WHAT YOU ARE ASKED TO DO →
Look for the word "dead" in the data below, and copy every line that holds it.

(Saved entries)
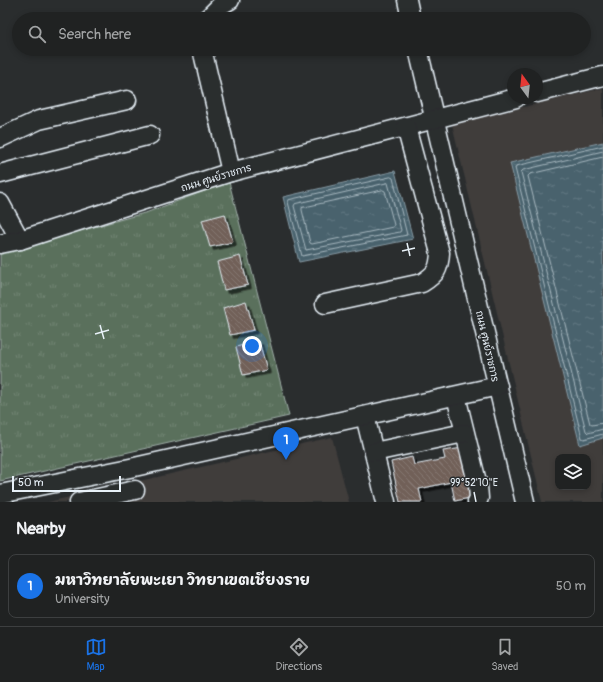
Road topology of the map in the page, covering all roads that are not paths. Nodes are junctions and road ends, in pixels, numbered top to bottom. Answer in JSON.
{"nodes":[{"id":1,"x":230,"y":0,"type":"edge"},
{"id":2,"x":407,"y":0,"type":"edge"},
{"id":3,"x":214,"y":12,"type":"edge"},
{"id":4,"x":410,"y":12,"type":"edge"},
{"id":5,"x":204,"y":56,"type":"edge"},
{"id":6,"x":420,"y":56,"type":"edge"},
{"id":7,"x":603,"y":76,"type":"edge"},
{"id":8,"x":543,"y":91,"type":"edge"},
{"id":9,"x":127,"y":100,"type":"dead end"},
{"id":10,"x":507,"y":100,"type":"edge"},
{"id":11,"x":435,"y":118,"type":"junction"},
{"id":12,"x":406,"y":127,"type":"junction"},
{"id":13,"x":150,"y":135,"type":"dead end"},
{"id":14,"x":0,"y":138,"type":"edge"},
{"id":15,"x":231,"y":172,"type":"junction"},
{"id":16,"x":0,"y":174,"type":"edge"},
{"id":17,"x":0,"y":203,"type":"edge"},
{"id":18,"x":20,"y":240,"type":"junction"},
{"id":19,"x":0,"y":244,"type":"edge"},
{"id":20,"x":325,"y":304,"type":"dead end"},
{"id":21,"x":498,"y":386,"type":"junction"},
{"id":22,"x":456,"y":396,"type":"junction"},
{"id":23,"x":365,"y":416,"type":"junction"},
{"id":24,"x":464,"y":434,"type":"junction"},
{"id":25,"x":374,"y":452,"type":"junction"},
{"id":26,"x":130,"y":468,"type":"junction"},
{"id":27,"x":0,"y":494,"type":"edge"},
{"id":28,"x":136,"y":496,"type":"edge"},
{"id":29,"x":79,"y":502,"type":"edge"},
{"id":30,"x":386,"y":502,"type":"edge"},
{"id":31,"x":478,"y":502,"type":"edge"},
{"id":32,"x":525,"y":502,"type":"edge"}],
"edges":[{"from":1,"to":3,"type":"street"},
{"from":2,"to":4,"type":"street"},
{"from":5,"to":15,"type":"street"},
{"from":6,"to":11,"type":"street"},
{"from":7,"to":8,"type":"street"},
{"from":9,"to":14,"type":"street"},
{"from":10,"to":11,"type":"street","name":"ถนน ศูนย์ราชการ"},
{"from":11,"to":12,"type":"street","name":"ถนน ศูนย์ราชการ"},
{"from":11,"to":21,"type":"street","name":"ถนน ศูนย์ราชการ"},
{"from":12,"to":15,"type":"street","name":"ถนน ศูนย์ราชการ"},
{"from":12,"to":20,"type":"street"},
{"from":13,"to":16,"type":"street"},
{"from":15,"to":18,"type":"street","name":"ถนน ศูนย์ราชการ"},
{"from":17,"to":18,"type":"street"},
{"from":18,"to":19,"type":"street","name":"ถนน ศูนย์ราชการ"},
{"from":21,"to":22,"type":"street"},
{"from":21,"to":32,"type":"street","name":"ถนน ศูนย์ราชการ"},
{"from":22,"to":23,"type":"street"},
{"from":22,"to":24,"type":"street"},
{"from":23,"to":25,"type":"street"},
{"from":23,"to":26,"type":"street"},
{"from":24,"to":25,"type":"street"},
{"from":24,"to":31,"type":"street"},
{"from":25,"to":30,"type":"street"},
{"from":26,"to":27,"type":"street"},
{"from":26,"to":28,"type":"street"},
{"from":28,"to":29,"type":"street"}]}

ANSWER TO THIS PROBLEM →
{"id":9,"x":127,"y":100,"type":"dead end"},
{"id":13,"x":150,"y":135,"type":"dead end"},
{"id":20,"x":325,"y":304,"type":"dead end"},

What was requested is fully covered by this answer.